At each time step t, the LSTM receives an input variable xt, which includes behavioral features like meal time and location at that moment. To make these features suitable for model processing, one-hot encoding is applied, representing various categories of times (breakfast, brunch, lunch, afternoon tea, dinner, and late-night snack) and meal locations as separate dimensions. As a result, the input variable’s dimension expands to 404, encompassing the categorical features for all time points. One-hot encoding is defined here as follows: typically, categorical features like meal locations might be represented by numbers (1 to n), yet since there is no inherent ordering or magnitude relationship between these categories, they are converted into one-hot encoded variables to separate them effectively. Each category is represented by an N-bit register, where only one bit is active at any point, which not only addresses the issue of implied ordering in categorical data but also enriches the feature space. This added dimensionality helps the model better differentiate distinct behavioral patterns.
The LSTM controls the flow of information through three internal gates—forget gate, input gate, and output gate—to effectively manage both long-term and short-term dependencies in a sequence. The forget gate determines which information from the previous hidden state \({h}_{t-1}\) should be retained or discarded, filtering historical information that is relevant to the current time step. The input gate receives the current input xt and decides what new information should be stored in the LSTM cell. Finally, the output gate generates the current hidden state ht based on the information within the cell and produces the model’s prediction yt at that time step.
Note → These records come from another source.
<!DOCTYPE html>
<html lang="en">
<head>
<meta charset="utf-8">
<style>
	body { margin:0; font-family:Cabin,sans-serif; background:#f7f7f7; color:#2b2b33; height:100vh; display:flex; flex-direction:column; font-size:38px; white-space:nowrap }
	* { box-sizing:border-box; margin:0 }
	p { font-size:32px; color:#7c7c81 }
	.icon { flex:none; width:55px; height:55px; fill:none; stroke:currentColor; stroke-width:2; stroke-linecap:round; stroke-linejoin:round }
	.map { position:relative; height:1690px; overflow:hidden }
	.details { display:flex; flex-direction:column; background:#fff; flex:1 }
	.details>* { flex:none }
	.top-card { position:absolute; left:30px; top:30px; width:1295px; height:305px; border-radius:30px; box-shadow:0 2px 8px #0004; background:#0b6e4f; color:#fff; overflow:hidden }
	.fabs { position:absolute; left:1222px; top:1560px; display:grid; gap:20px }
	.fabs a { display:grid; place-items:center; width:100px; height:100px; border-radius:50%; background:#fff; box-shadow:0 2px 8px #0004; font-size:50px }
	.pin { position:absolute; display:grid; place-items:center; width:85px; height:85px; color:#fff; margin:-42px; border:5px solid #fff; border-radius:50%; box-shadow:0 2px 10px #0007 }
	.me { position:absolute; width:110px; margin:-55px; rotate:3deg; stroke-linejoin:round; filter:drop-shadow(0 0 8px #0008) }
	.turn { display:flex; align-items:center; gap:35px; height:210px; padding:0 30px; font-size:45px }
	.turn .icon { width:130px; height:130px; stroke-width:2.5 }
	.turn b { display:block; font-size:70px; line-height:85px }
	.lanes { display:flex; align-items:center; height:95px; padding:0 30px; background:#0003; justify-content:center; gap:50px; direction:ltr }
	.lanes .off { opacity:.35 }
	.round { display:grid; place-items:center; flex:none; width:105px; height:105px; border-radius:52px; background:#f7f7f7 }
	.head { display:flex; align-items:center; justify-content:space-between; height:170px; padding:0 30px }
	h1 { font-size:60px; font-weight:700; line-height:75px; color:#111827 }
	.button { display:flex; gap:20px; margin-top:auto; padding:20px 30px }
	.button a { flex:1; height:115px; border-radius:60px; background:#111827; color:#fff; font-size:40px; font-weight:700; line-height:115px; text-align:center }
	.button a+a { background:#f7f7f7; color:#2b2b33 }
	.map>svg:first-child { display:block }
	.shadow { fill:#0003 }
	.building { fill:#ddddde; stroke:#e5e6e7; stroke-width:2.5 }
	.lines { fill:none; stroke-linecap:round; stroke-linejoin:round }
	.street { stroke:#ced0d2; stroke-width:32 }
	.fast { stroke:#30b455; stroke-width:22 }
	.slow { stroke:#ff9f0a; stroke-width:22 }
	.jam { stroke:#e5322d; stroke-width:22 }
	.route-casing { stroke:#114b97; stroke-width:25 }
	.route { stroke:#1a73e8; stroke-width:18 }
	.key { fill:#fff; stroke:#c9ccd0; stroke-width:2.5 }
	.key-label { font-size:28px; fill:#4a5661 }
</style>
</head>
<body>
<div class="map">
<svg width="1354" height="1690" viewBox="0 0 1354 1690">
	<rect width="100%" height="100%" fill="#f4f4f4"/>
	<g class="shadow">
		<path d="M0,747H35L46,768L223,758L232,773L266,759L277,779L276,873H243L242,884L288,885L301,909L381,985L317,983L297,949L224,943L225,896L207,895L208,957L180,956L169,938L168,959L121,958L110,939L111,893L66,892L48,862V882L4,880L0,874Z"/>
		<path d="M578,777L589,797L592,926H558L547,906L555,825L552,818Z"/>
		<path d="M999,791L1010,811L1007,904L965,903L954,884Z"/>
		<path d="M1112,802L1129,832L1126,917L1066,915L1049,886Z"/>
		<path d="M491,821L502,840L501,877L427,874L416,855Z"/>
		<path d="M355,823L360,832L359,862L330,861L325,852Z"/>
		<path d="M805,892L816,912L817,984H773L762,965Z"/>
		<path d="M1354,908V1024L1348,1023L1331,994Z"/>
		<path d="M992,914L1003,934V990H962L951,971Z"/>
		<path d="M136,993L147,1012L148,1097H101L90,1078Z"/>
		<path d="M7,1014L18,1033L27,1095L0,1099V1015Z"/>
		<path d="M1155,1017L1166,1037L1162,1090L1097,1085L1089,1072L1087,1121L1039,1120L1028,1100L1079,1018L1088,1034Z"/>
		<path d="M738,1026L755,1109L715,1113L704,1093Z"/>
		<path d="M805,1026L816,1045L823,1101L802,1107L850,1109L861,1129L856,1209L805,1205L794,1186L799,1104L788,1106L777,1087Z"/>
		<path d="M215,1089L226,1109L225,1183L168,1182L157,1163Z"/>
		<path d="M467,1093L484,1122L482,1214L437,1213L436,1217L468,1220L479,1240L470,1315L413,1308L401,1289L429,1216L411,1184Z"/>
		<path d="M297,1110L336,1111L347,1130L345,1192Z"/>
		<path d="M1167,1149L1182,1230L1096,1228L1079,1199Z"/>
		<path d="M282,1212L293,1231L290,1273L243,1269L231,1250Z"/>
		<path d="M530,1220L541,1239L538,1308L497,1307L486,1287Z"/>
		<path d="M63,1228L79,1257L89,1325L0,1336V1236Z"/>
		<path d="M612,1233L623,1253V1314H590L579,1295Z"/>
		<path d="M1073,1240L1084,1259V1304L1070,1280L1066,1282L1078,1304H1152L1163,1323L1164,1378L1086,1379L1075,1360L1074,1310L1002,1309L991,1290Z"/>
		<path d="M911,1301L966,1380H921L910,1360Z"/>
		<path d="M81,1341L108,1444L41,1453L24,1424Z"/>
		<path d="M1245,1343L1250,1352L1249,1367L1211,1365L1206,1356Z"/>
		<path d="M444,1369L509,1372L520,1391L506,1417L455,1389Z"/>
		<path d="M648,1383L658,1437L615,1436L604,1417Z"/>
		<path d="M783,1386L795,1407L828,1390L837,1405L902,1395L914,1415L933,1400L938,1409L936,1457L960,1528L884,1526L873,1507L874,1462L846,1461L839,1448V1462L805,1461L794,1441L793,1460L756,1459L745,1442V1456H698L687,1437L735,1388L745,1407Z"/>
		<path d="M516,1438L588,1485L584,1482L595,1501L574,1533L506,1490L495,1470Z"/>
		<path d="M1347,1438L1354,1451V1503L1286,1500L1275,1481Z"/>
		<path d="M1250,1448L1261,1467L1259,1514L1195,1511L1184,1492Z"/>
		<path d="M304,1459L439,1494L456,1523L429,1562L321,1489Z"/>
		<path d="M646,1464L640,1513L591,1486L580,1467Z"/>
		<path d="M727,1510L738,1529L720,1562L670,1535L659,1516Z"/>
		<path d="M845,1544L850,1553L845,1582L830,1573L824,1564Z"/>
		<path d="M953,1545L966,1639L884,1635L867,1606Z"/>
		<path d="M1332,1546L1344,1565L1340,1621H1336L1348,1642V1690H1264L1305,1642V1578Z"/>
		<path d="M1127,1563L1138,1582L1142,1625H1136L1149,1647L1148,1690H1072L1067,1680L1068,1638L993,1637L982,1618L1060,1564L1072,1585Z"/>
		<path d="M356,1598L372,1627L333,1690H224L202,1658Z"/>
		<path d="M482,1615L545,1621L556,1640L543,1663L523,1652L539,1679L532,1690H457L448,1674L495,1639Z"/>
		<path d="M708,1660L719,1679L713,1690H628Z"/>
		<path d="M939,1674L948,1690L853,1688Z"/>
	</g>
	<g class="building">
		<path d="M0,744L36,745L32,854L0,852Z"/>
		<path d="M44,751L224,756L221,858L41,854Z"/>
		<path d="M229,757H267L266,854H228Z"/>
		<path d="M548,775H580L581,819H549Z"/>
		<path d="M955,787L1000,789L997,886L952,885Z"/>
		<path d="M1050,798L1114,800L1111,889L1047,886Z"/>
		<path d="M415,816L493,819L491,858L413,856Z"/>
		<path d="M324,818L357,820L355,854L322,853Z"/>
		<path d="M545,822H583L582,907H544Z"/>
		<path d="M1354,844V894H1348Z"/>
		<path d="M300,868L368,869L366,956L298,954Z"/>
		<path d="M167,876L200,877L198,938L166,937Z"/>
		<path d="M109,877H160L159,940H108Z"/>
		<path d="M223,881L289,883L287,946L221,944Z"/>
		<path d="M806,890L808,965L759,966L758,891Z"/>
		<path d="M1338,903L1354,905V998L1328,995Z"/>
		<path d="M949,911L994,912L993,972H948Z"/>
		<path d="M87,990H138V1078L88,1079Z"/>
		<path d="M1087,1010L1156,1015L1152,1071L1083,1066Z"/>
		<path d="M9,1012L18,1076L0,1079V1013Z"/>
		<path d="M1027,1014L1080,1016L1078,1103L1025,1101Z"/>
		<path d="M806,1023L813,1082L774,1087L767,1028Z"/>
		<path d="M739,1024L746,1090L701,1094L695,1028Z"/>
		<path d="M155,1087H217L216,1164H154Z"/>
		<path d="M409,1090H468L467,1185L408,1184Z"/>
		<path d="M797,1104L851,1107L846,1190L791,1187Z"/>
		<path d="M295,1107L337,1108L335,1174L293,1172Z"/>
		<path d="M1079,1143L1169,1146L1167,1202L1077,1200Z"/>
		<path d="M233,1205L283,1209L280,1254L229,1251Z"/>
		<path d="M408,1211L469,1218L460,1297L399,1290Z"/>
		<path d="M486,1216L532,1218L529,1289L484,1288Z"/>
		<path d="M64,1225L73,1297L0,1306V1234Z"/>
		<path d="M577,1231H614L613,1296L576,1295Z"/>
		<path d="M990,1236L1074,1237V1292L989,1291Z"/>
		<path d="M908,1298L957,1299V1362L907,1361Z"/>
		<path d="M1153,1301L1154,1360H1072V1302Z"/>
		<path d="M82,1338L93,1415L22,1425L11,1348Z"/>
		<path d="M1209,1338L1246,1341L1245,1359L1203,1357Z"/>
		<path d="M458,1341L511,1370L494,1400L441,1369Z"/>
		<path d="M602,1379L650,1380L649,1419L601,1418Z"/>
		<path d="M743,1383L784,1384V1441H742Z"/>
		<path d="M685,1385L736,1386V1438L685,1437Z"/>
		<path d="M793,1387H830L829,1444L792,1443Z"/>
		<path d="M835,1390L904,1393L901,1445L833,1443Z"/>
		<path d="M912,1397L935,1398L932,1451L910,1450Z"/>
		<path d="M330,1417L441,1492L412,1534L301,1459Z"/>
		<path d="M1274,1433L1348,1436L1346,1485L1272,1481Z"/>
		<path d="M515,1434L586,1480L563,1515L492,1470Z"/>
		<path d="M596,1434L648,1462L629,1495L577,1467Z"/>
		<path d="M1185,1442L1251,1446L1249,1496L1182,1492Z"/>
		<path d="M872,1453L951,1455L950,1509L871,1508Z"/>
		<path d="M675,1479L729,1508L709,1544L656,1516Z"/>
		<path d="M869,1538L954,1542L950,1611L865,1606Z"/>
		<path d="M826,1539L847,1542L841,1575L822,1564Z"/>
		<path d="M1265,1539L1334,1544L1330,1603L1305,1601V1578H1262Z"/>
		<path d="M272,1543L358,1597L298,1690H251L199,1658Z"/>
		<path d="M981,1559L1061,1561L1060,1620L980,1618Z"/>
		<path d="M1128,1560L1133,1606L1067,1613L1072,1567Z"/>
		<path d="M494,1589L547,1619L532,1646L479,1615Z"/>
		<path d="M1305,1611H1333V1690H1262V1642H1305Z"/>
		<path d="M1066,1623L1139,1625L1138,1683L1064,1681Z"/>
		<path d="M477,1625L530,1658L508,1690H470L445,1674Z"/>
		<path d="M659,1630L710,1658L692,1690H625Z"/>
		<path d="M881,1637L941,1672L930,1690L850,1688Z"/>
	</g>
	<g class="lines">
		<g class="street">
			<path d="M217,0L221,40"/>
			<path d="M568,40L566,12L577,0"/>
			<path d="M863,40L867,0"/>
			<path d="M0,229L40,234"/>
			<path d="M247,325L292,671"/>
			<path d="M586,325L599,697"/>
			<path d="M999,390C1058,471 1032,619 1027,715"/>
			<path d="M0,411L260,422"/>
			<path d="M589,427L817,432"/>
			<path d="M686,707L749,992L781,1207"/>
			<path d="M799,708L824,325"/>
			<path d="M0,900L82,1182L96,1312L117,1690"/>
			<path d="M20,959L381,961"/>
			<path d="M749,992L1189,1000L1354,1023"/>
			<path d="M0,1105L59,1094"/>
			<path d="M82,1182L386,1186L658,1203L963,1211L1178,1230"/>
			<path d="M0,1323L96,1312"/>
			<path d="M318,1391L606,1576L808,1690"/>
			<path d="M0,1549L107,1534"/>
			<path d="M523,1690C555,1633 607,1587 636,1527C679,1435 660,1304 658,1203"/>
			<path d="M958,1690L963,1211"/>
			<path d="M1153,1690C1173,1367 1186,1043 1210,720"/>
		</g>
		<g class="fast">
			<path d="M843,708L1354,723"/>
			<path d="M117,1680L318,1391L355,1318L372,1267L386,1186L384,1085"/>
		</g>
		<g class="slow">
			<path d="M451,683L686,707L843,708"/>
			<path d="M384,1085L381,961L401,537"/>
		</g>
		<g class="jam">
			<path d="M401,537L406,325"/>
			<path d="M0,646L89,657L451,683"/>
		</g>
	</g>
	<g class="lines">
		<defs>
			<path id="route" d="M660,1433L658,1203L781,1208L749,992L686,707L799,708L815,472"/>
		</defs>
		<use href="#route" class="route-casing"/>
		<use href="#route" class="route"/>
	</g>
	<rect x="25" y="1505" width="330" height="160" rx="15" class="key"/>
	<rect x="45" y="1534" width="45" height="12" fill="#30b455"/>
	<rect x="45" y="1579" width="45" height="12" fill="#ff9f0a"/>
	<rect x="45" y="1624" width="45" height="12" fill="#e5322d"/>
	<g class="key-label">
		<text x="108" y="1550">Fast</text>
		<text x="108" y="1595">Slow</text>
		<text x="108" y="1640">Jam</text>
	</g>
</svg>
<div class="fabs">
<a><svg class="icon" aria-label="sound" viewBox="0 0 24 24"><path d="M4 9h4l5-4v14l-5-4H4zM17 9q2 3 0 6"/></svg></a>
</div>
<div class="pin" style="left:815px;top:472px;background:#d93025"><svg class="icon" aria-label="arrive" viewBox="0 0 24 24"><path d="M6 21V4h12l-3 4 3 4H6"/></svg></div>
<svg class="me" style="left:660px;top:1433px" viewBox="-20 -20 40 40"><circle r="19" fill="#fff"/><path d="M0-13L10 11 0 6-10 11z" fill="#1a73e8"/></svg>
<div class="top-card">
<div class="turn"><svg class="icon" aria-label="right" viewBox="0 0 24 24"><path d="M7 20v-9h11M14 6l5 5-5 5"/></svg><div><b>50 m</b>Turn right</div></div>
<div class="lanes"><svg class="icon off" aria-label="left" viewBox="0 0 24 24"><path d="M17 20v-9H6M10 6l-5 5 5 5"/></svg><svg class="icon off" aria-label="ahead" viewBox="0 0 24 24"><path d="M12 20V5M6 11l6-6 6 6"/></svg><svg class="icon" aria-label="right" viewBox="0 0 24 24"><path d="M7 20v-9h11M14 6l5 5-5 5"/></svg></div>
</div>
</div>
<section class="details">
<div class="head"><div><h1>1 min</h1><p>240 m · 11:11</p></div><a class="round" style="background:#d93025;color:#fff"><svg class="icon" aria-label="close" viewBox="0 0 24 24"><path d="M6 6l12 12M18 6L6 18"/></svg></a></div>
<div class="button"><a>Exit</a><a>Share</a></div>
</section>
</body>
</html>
In supervised learning, the evaluation metric is known as the loss value, which quantifies the model’s error. In this study, the LSTM model was used to calculate the variables related to eating habits, and the training loss for selected variables is shown in Fig. 2. The training and validation loss of both models drop sharply at the beginning and then stabilize at lower levels. The optimal validation loss appears around the 45th and 34th iterations, indicating that the LSTM model has achieved a satisfactory performance at these points.
Analytic approach
A multiple regression model was created to test H1–H3 regarding undergraduate students’ lifestyle habits and associated effects on academic performance. The following regression equations applied:
$$\begin{array}{c}{Y}_{GPA}={\beta }_{0}+{\beta }_{1}{X}_{habit}+{\beta }_{2}Gender+{\beta }_{3}Ethnicity\\ \,+\,{\beta }_{4}Age+{\beta }_{5}PoliticalAffiliation+\varepsilon \end{array}$$
(1)
where YGPA is the student’s academic performance (GPA); Xhabit is the student’s eating habits, hygiene habits and studying habits; and Gender, Ethnicity, Age, Political Affiliation are control variables. ε is the random disturbance term; β1 denotes the parameters to be estimated. The regression analyses were implemented using custom code written with the Statsmodels library, a widely used Python module that facilitates the estimation and analysis of various statistical models.